Sat, Feb 03, 2007 - Page 4 News List

Chinese leader `cements friendship' with Sudan

INTERNATIONAL PRESSURE As President Hu Jintao arrived in Khartoum, experts said it was possible China could influence the government's actions on Darfur


International pressure was on China to try its hand at peace diplomacy yesterday as Chinese President Hu Jintao (胡錦濤) arrived in war-wracked Sudan, the highlight of an eight-nation tour of Africa.

During his two-day visit to Khartoum, Hu was expected to hold talks with Sudanese President Omar al-Beshir on the situation in the western region of Darfur, where a conflict between the government and rebels has been raging unabated.

In a statement handed out to reporters at Khartoum airport, Hu said the visit was "expected to cement the friendship and expand cooperation between China and Sudan."

China's energy-hungry economy -- the fourth-largest in the world -- is badly in need of Sudan and other African countries' resources.

"I believe this visit will not only boost bilateral ties, but also peace and stability in this region," Assistant Foreign Minister Zhai Jun (翟俊) told journalists before Hu set off on his tour.

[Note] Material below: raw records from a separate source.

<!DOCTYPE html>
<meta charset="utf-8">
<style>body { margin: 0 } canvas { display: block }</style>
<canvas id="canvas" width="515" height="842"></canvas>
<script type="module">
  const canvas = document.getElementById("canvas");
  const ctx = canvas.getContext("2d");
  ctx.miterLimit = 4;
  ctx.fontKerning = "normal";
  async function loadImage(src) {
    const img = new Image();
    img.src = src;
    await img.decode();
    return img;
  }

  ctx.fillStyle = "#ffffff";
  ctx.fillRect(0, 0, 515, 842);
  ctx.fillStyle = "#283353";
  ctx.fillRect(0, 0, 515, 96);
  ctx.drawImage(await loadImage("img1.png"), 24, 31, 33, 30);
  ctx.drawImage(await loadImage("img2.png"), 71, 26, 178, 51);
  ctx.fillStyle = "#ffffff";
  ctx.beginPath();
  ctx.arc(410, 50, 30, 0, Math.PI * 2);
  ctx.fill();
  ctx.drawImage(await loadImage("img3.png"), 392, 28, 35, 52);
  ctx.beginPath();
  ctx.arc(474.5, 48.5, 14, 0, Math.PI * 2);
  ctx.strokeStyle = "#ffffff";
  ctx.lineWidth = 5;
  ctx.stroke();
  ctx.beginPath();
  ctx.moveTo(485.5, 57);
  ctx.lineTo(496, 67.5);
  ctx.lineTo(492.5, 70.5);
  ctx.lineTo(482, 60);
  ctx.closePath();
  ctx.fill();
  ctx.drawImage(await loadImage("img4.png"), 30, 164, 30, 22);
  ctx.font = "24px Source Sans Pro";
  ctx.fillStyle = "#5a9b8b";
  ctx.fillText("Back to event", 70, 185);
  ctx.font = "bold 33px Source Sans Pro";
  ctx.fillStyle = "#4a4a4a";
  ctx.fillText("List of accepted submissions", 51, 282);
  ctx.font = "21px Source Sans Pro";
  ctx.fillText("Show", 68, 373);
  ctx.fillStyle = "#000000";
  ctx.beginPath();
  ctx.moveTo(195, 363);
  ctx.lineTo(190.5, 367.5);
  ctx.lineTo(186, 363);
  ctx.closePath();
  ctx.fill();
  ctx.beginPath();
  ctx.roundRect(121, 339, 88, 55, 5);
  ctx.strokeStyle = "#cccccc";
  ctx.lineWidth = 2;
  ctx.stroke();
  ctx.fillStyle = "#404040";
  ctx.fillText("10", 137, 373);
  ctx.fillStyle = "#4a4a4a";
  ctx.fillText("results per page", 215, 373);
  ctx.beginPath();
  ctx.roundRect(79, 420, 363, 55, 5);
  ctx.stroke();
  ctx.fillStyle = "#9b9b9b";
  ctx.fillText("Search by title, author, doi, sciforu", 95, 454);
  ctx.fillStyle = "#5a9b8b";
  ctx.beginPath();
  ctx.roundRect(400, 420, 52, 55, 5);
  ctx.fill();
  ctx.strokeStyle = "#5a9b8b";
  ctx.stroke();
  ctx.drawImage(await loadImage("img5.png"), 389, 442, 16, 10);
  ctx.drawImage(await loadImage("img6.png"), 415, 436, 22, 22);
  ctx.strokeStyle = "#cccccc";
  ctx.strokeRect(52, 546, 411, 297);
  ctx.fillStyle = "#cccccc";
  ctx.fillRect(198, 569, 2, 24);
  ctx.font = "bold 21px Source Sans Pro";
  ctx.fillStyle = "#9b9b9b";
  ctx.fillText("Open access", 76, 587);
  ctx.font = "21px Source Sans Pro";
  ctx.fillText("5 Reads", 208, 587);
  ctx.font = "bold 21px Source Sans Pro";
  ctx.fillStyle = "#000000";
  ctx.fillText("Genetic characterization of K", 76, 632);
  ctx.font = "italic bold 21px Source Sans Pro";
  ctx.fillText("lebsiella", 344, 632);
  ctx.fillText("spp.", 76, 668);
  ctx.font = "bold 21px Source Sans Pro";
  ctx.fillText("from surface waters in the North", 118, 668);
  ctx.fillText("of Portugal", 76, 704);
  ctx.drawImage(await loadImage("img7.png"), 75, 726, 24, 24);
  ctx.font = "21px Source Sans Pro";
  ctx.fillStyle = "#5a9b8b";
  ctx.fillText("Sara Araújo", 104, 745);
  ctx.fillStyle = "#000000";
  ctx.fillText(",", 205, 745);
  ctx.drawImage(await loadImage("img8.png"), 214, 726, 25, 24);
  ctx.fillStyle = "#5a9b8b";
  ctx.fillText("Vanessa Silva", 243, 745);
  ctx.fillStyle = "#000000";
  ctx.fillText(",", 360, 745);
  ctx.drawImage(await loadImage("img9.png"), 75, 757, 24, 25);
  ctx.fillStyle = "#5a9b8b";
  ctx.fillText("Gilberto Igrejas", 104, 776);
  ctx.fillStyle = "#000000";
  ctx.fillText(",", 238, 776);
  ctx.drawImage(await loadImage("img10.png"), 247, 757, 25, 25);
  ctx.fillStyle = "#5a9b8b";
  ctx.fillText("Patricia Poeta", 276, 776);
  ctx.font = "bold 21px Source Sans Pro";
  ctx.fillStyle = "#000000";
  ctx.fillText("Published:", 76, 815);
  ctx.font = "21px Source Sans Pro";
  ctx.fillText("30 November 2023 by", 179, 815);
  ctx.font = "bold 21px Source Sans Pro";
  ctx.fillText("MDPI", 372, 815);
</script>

No other country has more clout over the Khartoum government than China, which absorbs 60 percent of Sudan's total oil output and has repeatedly used its UN Security Council veto power to block further sanctions on the regime.

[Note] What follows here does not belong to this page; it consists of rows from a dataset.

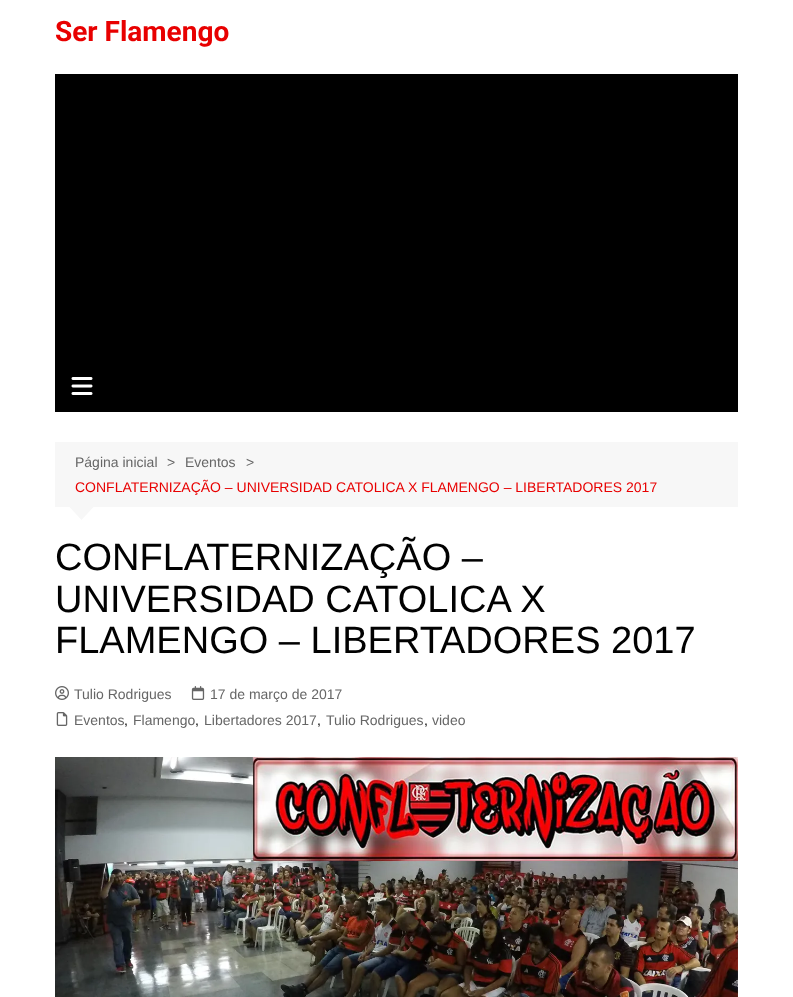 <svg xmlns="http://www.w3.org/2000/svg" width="793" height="997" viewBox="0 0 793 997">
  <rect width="100%" height="100%" fill="#fff"/>
  <path d="M55 74h683v338H55z" fill="#000"/>
  <image x="71" y="377" width="22" height="18" href="img/1.png"/>
  <path d="M55 442h683v65H55z" fill="#f7f7f7"/>
  <path d="M69.5 507H93.5L81.5 520Z" fill="#f7f7f7"/>
  <image x="55" y="686" width="14" height="14" href="img/2.png"/>
  <image x="191" y="686" width="14" height="14" href="img/3.png"/>
  <image x="56" y="712" width="12" height="14" href="img/4.png"/>
  <image x="55" y="757" width="683" height="240" href="img/5.png"/>
  <text x="55" y="41" font-family="Roboto" font-size="28" font-weight="bold" fill="#e80000">Ser Flamengo</text>
  <g font-family="Liberation Sans" font-size="14" fill="#666">
    <text x="75" y="467">Página inicial</text>
    <text x="167" y="467">&gt;</text>
    <text x="185" y="467">Eventos</text>
    <text x="246" y="467">&gt;</text>
  </g>
  <text x="75" y="492" font-family="Liberation Sans" font-size="14" fill="#e80000">CONFLATERNIZAÇÃO – UNIVERSIDAD CATOLICA X FLAMENGO – LIBERTADORES 2017</text>
  <g font-family="Liberation Sans" font-size="38" fill="#010101">
    <text x="55" y="570">CONFLATERNIZAÇÃO –</text>
    <text x="55" y="612">UNIVERSIDAD CATOLICA X</text>
    <text x="55" y="653">FLAMENGO – LIBERTADORES 2017</text>
  </g>
  <g font-family="Liberation Sans" font-size="14" fill="#666">
    <text x="74" y="699">Tulio Rodrigues</text>
    <text x="210" y="699">17 de março de 2017</text>
    <text x="74" y="725">Eventos</text>
  </g>
  <text x="124" y="725" font-family="Liberation Sans" font-size="14" fill="#010101">,</text>
  <text x="133" y="725" font-family="Liberation Sans" font-size="14" fill="#666">Flamengo</text>
  <text x="195" y="725" font-family="Liberation Sans" font-size="14" fill="#010101">,</text>
  <text x="204" y="725" font-family="Liberation Sans" font-size="14" fill="#666">Libertadores 2017</text>
  <text x="317" y="725" font-family="Liberation Sans" font-size="14" fill="#010101">,</text>
  <text x="326" y="725" font-family="Liberation Sans" font-size="14" fill="#666">Tulio Rodrigues</text>
  <text x="424" y="725" font-family="Liberation Sans" font-size="14" fill="#010101">,</text>
  <text x="432" y="725" font-family="Liberation Sans" font-size="14" fill="#666">video</text>
</svg>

Led by Washington, the international community has been pressing Khartoum to accept the deployment of UN peacekeepers in Darfur, where African Union troops have failed to quell the bloodshed.

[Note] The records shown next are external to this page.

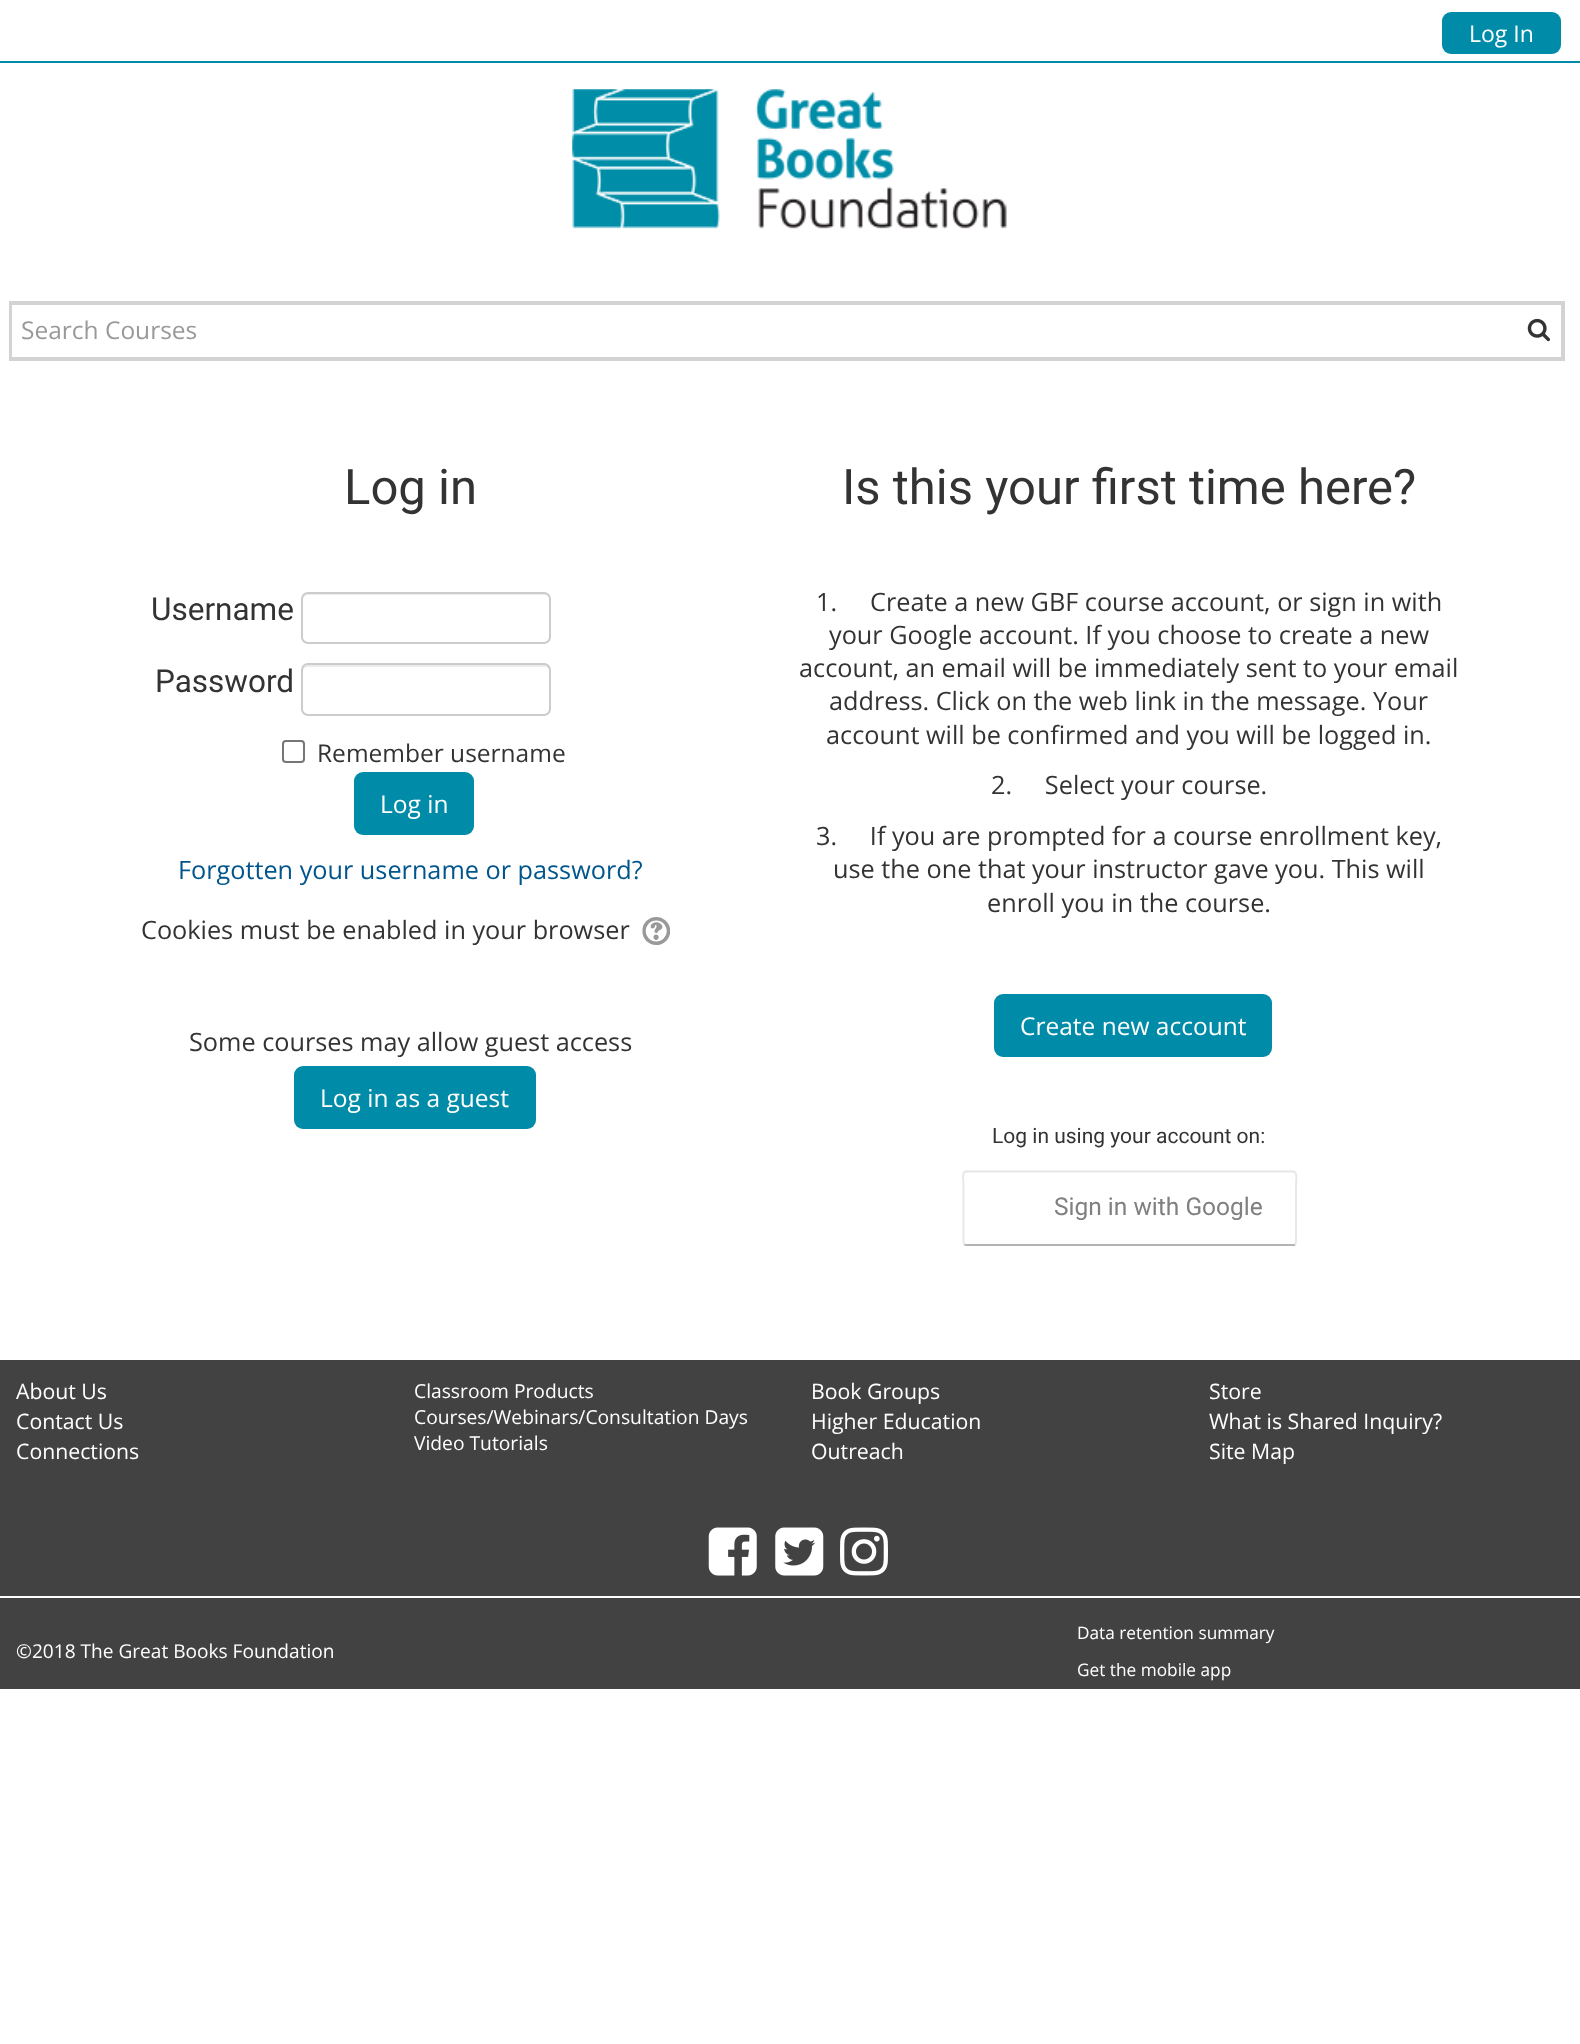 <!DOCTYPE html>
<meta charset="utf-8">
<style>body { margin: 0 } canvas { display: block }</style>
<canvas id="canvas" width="1580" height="2044"></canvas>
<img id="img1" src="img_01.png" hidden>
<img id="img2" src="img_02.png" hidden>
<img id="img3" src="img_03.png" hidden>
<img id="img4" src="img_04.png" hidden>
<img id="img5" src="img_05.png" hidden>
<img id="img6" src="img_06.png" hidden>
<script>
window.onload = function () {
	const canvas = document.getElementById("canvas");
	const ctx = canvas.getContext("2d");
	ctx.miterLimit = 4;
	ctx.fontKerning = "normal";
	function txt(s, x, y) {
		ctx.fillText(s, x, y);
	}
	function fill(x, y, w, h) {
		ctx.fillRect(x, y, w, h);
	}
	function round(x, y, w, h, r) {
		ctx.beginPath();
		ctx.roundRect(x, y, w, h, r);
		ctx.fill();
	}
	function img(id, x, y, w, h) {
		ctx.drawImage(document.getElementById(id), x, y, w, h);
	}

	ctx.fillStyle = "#FFFFFF";
	fill(0, 0, 1580, 2044);
	ctx.fillStyle = "#008CA8";
	fill(0, 61, 1580, 2);
	round(1442, 12, 119, 42, 9);
	img("img1", 572, 89, 435, 140);
	ctx.strokeStyle = "#D3D3D3";
	ctx.lineWidth = 4;
	ctx.strokeRect(11, 303, 1552, 56);
	ctx.fillStyle = "#FFFFFF";
	fill(12, 305, 1, 52);
	img("img2", 1527, 318, 23, 24);
	ctx.fillStyle = "#ECECEC";
	ctx.beginPath();
	ctx.moveTo(308, 595);
	ctx.lineTo(544, 595);
	ctx.bezierCurveTo(547, 595, 550, 597, 550, 600);
	ctx.bezierCurveTo(550, 597, 550, 594, 546, 593);
	ctx.lineTo(307, 593);
	ctx.bezierCurveTo(303, 594, 303, 597, 303, 600);
	ctx.bezierCurveTo(303, 597, 305, 595, 308, 595);
	ctx.closePath();
	ctx.fill();
	ctx.beginPath();
	ctx.roundRect(302, 593, 248, 50, 6);
	ctx.strokeStyle = "#CCCCCC";
	ctx.lineWidth = 2;
	ctx.stroke();
	ctx.beginPath();
	ctx.moveTo(308, 667);
	ctx.lineTo(544, 667);
	ctx.bezierCurveTo(547, 667, 550, 669, 550, 672);
	ctx.bezierCurveTo(550, 669, 550, 666, 546, 665);
	ctx.lineTo(307, 665);
	ctx.bezierCurveTo(303, 666, 303, 669, 303, 672);
	ctx.bezierCurveTo(303, 669, 305, 667, 308, 667);
	ctx.closePath();
	ctx.fill();
	ctx.beginPath();
	ctx.roundRect(302, 664, 248, 51, 6);
	ctx.stroke();
	ctx.beginPath();
	ctx.roundRect(283, 741, 21, 21, 3);
	ctx.strokeStyle = "#767676";
	ctx.stroke();
	ctx.fillStyle = "#008CA8";
	round(354, 772, 120, 63, 9);
	img("img3", 642, 917, 28, 28);
	round(294, 1066, 242, 63, 9);
	round(994, 994, 278, 63, 9);
	ctx.beginPath();
	ctx.moveTo(1295, 1244.5);
	ctx.lineTo(1294.5, 1245);
	ctx.lineTo(1020.5, 1245);
	ctx.lineTo(966, 1245);
	ctx.lineTo(964, 1244.5);
	ctx.strokeStyle = "#B3B3B3";
	ctx.lineWidth = 1.8;
	ctx.stroke();
	ctx.beginPath();
	ctx.moveTo(964, 1244.5);
	ctx.lineTo(963.5, 1242.5);
	ctx.lineTo(963.5, 1185.5);
	ctx.bezierCurveTo(963.5, 1180.5, 961.5, 1171.5, 966, 1171.5);
	ctx.lineTo(1293, 1171.5);
	ctx.bezierCurveTo(1298, 1171.5, 1296, 1180.5, 1296, 1185.5);
	ctx.lineTo(1296, 1242.5);
	ctx.lineTo(1295, 1244.5);
	ctx.strokeStyle = "#E6E6E6";
	ctx.stroke();
	ctx.fillStyle = "#424242";
	fill(0, 1360, 1580, 329);
	img("img4", 708, 1527, 49, 49);
	img("img5", 775, 1527, 49, 49);
	img("img6", 840, 1527, 48, 49);
	ctx.fillStyle = "#FFFFFF";
	fill(0, 1596, 1580, 2);
	ctx.font = "23px Open Sans";
	txt("Log In", 1469, 42);
	ctx.font = "24.5px Open Sans";
	ctx.fillStyle = "#999999";
	txt("Search Courses", 21, 339);
	ctx.font = "49px Roboto";
	ctx.fillStyle = "#333333";
	txt("Log in", 344, 504);
	ctx.font = "31.5px Roboto";
	txt("Username", 151, 620);
	txt("Password", 155, 692);
	ctx.font = "24.5px Open Sans";
	txt("Remember username", 317, 762);
	ctx.fillStyle = "#FFFFFF";
	txt("Log in", 380, 813);
	ctx.font = "25.25px Open Sans";
	ctx.fillStyle = "#00558C";
	txt("Forgotten your username or password?", 178, 879);
	ctx.fillStyle = "#333333";
	txt("Cookies must be enabled in your browser", 141, 939);
	txt("Some courses may allow guest access", 189, 1051);
	ctx.font = "24.5px Open Sans";
	ctx.fillStyle = "#FFFFFF";
	txt("Log in as a guest", 320, 1107);
	ctx.font = "49px Roboto";
	ctx.fillStyle = "#333333";
	txt("Is this your first time here?", 842, 504);
	ctx.font = "25.25px Open Sans";
	txt("1.", 816, 611);
	txt("Create a new GBF course account, or sign in with", 870, 611);
	txt("your Google account. If you choose to create a new", 829, 644);
	txt("account, an email will be immediately sent to your email", 799, 677);
	txt("address. Click on the web link in the message. Your", 829, 710);
	txt("account will be confirmed and you will be logged in.", 826, 744);
	txt("2.     Select your course.", 991, 794);
	txt("3.     If you are prompted for a course enrollment key,", 816, 845);
	txt("use the one that your instructor gave you. This will", 833, 878);
	txt("enroll you in the course.", 987, 912);
	ctx.font = "24.5px Open Sans";
	ctx.fillStyle = "#FFFFFF";
	txt("Create new account", 1020, 1035);
	ctx.font = "21px Roboto";
	ctx.fillStyle = "#333333";
	txt("Log in using your account on:", 992, 1143);
	ctx.font = "24.5px Roboto";
	ctx.fillStyle = "#808080";
	txt("Sign in with Google", 1054, 1215);
	ctx.font = "21.25px Open Sans";
	ctx.fillStyle = "#FFFFFF";
	txt("About Us", 16, 1399);
	txt("Contact Us", 16, 1429);
	txt("Connections", 16, 1459);
	ctx.font = "19.25px Open Sans";
	txt("Classroom Products", 414, 1398);
	txt("Courses/Webinars/Consultation Days", 414, 1424);
	txt("Video Tutorials", 414, 1450);
	ctx.font = "21.25px Open Sans";
	txt("Book Groups", 811, 1399);
	txt("Higher Education", 811, 1429);
	txt("Outreach", 811, 1459);
	txt("Store", 1209, 1399);
	txt("What is Shared Inquiry?", 1209, 1429);
	txt("Site Map", 1209, 1459);
	ctx.font = "19.1px Open Sans";
	txt("©2018 The Great Books Foundation", 16, 1658);
	ctx.font = "17.25px Open Sans";
	txt("Data retention summary", 1077, 1639);
	txt("Get the mobile app", 1077, 1676);
};
</script>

But Beshir has consistently rejected such a move, accusing the UN and Western powers of seeking to invade his country and plunder its resources.

"If the Chinese put some pressure on Khartoum, it might have some potential," said the Save Darfur coalition's Larry Rossin, who recently traveled to Khartoum with US envoy Bill Richardson.

"It is encouraging that the Chinese government has been trying to have a very cooperative partnership and relationship with all African countries," UN Secretary-General Ban Ki-moon was quoted by news agency Xinhua as saying.

China has had deep economic ties with Sudan since the 1990s, when other foreign companies pulled out because of the raging north-south civil war.

Trade deals are expected to be signed during Hu's visit, further boosting bilateral trade that reached US$2.9 billion in the first 11 months of last year.